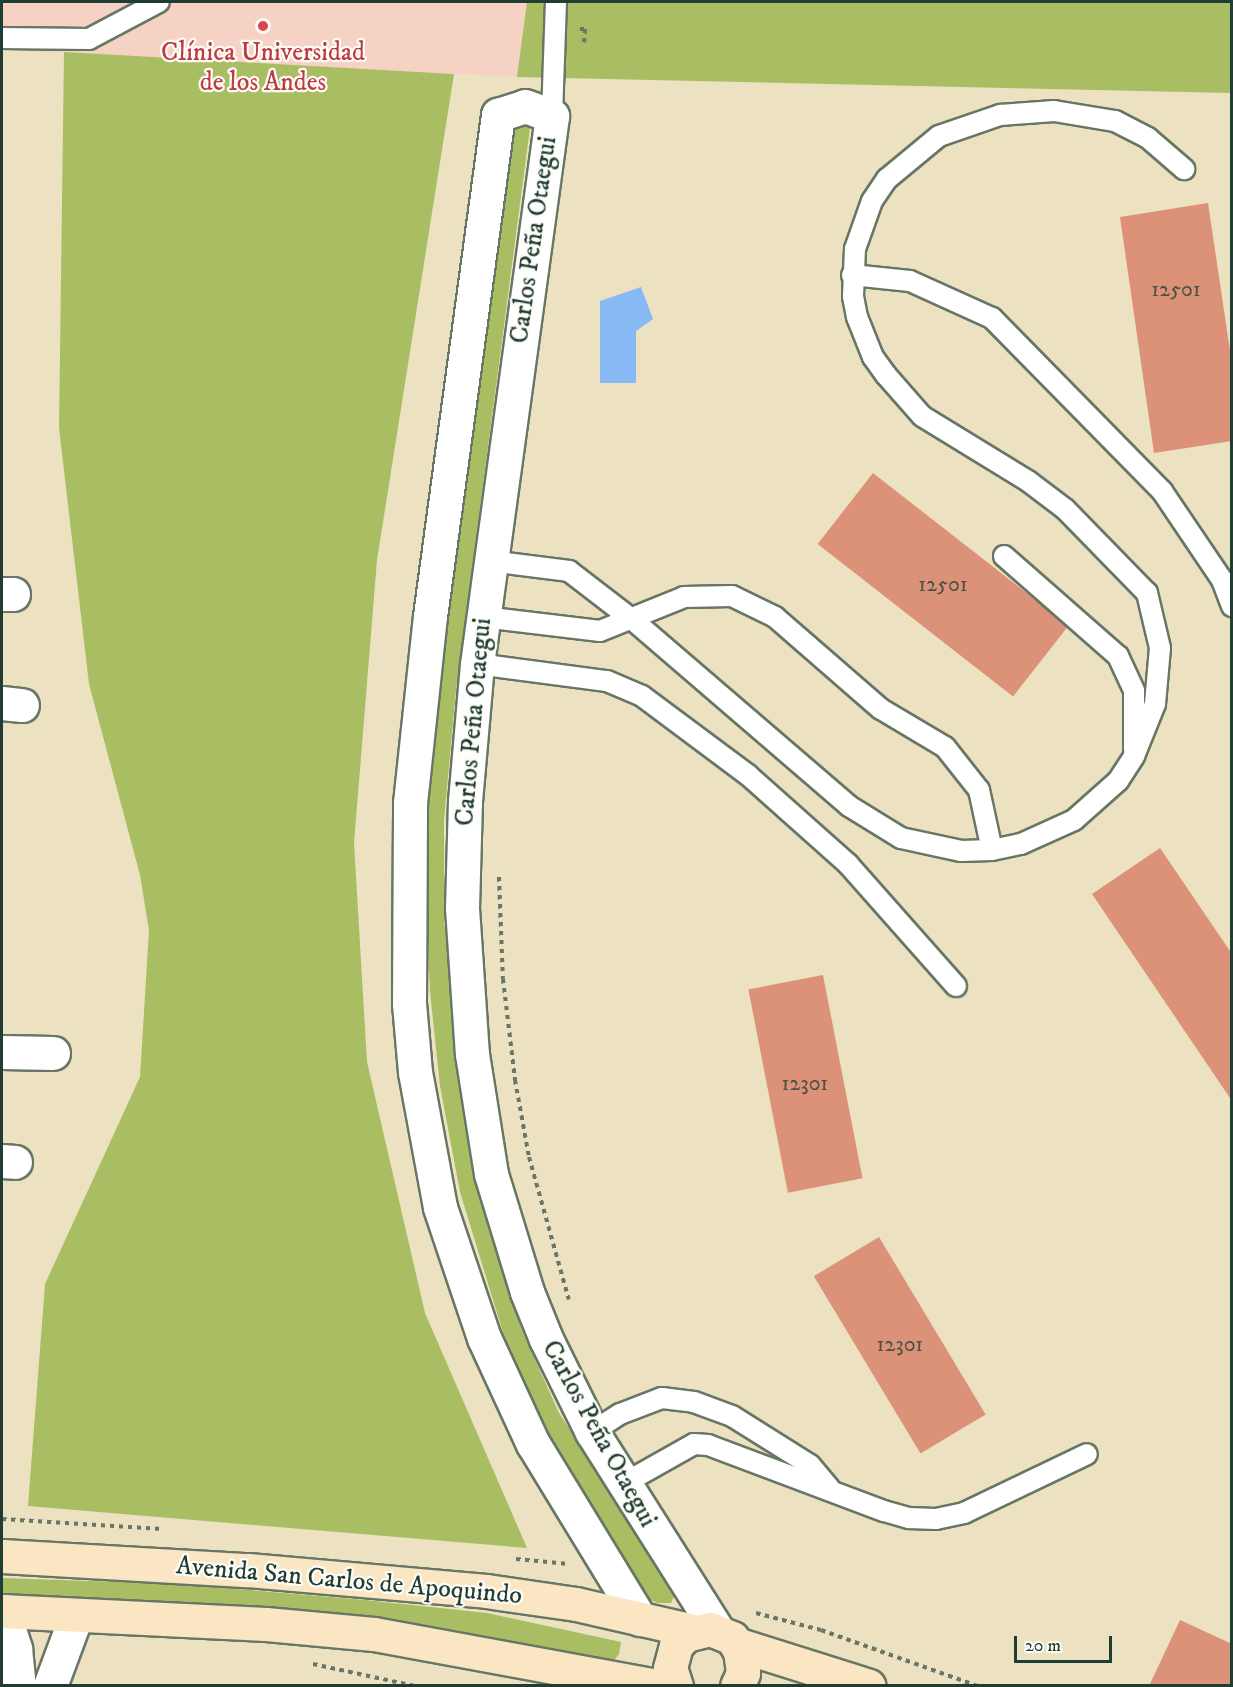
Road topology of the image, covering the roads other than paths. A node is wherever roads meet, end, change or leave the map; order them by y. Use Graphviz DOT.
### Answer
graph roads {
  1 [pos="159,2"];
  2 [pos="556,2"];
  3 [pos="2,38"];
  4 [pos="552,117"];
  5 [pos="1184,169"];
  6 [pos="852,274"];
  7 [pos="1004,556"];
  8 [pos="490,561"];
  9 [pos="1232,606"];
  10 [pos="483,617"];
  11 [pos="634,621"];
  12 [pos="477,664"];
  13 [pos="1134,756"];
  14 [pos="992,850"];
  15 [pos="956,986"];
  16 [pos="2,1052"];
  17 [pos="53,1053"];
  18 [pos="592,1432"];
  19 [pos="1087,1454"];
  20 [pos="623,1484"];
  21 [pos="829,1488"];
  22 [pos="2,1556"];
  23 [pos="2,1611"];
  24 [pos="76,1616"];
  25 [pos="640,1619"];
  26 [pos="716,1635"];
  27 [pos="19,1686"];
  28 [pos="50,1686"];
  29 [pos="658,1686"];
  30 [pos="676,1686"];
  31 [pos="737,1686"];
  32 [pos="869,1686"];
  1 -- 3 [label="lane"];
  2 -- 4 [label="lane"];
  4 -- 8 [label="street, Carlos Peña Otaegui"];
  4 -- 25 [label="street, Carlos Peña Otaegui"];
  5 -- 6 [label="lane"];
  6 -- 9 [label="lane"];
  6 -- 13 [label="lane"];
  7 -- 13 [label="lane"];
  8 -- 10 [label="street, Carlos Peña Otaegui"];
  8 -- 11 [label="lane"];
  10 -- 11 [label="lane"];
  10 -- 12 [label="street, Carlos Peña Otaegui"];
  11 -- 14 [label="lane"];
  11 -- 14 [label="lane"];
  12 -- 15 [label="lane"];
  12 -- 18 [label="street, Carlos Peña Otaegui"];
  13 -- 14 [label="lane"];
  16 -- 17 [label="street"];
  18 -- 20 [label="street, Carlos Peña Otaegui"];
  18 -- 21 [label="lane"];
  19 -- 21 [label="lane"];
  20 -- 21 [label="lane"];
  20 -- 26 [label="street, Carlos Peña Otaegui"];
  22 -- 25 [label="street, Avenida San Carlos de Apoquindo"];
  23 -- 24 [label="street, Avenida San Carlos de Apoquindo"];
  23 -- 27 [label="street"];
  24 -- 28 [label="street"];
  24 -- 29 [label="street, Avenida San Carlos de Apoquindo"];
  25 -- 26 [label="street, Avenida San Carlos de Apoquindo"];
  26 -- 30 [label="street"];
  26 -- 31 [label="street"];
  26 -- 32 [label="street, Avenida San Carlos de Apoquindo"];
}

==

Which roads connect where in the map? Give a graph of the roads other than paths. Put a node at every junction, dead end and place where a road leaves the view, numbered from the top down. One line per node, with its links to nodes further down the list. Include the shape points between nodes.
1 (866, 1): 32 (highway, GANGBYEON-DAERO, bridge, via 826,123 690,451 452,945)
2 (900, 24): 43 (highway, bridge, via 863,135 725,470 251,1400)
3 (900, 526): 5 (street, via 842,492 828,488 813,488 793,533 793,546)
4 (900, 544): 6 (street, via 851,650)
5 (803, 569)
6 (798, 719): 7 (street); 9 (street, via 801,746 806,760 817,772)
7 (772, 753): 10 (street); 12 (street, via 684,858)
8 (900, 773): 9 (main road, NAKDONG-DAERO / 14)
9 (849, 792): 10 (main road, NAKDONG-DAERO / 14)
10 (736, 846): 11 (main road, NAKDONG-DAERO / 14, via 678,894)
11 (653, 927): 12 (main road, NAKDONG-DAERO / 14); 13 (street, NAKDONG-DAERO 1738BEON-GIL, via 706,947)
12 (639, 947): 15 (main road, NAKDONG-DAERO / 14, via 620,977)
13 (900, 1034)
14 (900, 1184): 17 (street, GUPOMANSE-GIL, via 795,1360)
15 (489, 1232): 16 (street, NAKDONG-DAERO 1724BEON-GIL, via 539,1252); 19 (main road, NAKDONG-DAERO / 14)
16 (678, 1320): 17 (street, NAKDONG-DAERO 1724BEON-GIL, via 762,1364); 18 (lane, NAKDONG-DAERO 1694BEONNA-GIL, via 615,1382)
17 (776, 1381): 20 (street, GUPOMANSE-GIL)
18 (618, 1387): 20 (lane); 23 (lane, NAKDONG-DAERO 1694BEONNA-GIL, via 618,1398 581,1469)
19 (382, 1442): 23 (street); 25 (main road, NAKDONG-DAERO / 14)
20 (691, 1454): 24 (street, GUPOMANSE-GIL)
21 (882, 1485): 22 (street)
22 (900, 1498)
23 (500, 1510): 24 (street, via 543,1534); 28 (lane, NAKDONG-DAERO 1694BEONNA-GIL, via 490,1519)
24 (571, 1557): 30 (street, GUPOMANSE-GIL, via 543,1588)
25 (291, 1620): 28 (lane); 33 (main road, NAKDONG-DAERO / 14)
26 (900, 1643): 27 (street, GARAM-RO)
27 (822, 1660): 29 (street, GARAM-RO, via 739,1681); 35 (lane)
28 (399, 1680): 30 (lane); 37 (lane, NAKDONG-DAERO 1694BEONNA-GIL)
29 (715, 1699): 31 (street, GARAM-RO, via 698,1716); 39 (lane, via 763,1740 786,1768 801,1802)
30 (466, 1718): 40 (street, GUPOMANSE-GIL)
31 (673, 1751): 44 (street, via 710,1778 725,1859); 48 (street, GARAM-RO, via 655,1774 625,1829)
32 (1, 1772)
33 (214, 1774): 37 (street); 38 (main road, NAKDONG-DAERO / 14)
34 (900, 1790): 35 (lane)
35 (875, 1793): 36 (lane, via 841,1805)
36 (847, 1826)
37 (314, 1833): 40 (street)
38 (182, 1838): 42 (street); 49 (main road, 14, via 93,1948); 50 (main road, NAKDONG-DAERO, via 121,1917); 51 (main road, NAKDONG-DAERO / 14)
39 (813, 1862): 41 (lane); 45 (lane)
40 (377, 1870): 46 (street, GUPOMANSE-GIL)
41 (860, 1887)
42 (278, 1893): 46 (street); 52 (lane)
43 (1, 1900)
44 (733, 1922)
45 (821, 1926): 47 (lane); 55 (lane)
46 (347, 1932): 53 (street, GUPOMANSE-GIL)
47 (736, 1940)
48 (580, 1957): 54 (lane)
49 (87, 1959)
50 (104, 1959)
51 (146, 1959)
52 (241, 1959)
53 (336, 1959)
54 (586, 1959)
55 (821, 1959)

...

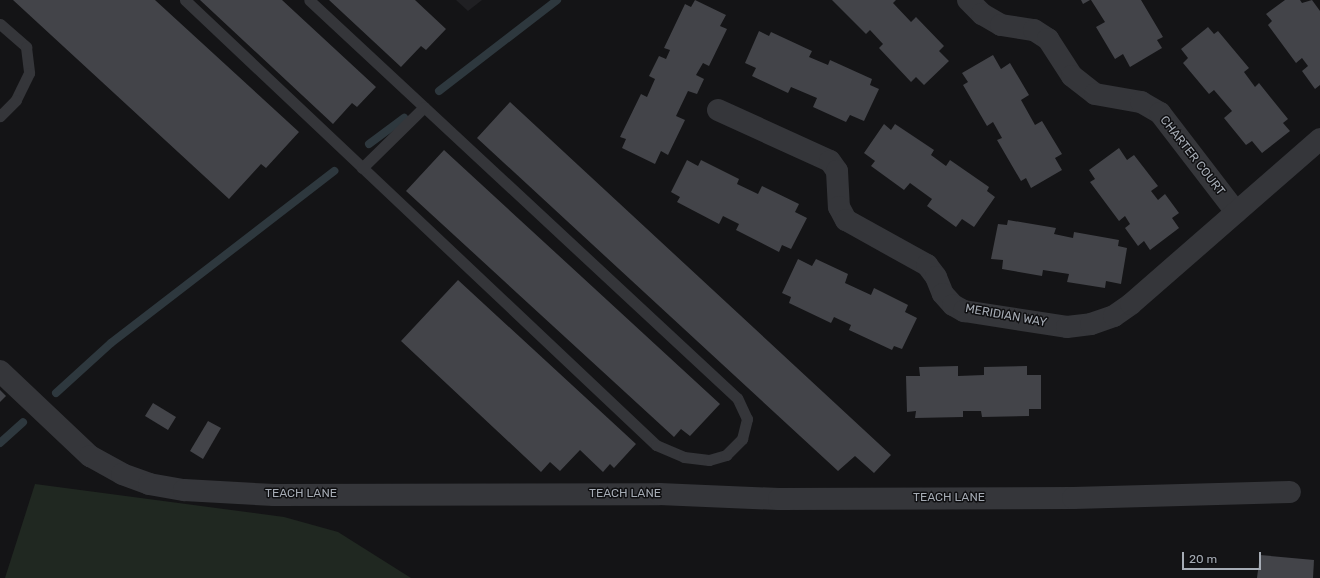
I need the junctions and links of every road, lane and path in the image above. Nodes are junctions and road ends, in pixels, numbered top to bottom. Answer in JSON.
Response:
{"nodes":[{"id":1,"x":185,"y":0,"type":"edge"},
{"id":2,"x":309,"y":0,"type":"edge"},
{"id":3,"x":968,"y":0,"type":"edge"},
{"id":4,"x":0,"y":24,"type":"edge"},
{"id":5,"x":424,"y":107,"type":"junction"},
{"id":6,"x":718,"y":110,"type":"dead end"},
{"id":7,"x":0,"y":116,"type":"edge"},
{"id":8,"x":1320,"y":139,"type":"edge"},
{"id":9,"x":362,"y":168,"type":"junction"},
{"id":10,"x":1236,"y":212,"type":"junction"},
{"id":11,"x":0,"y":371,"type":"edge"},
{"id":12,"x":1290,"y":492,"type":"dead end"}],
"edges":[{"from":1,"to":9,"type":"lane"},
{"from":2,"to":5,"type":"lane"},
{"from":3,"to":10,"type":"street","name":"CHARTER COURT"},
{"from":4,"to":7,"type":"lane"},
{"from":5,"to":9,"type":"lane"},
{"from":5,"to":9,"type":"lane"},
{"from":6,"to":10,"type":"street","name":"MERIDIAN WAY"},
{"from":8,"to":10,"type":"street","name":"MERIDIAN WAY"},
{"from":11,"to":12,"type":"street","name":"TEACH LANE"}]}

__PROBLEM TO WORK ON__
Find the lines above that include the string "image" and copy them.

__EXERCISE OUTPUT__
Road topology of the image, covering the roads other than paths. A node is wherever roads meet, end, change or leave the map; order them by y. Use Graphviz DOT.
I need the junctions and links of every road, lane and path in the image above. Nodes are junctions and road ends, in pixels, numbered top to bottom. Answer in JSON.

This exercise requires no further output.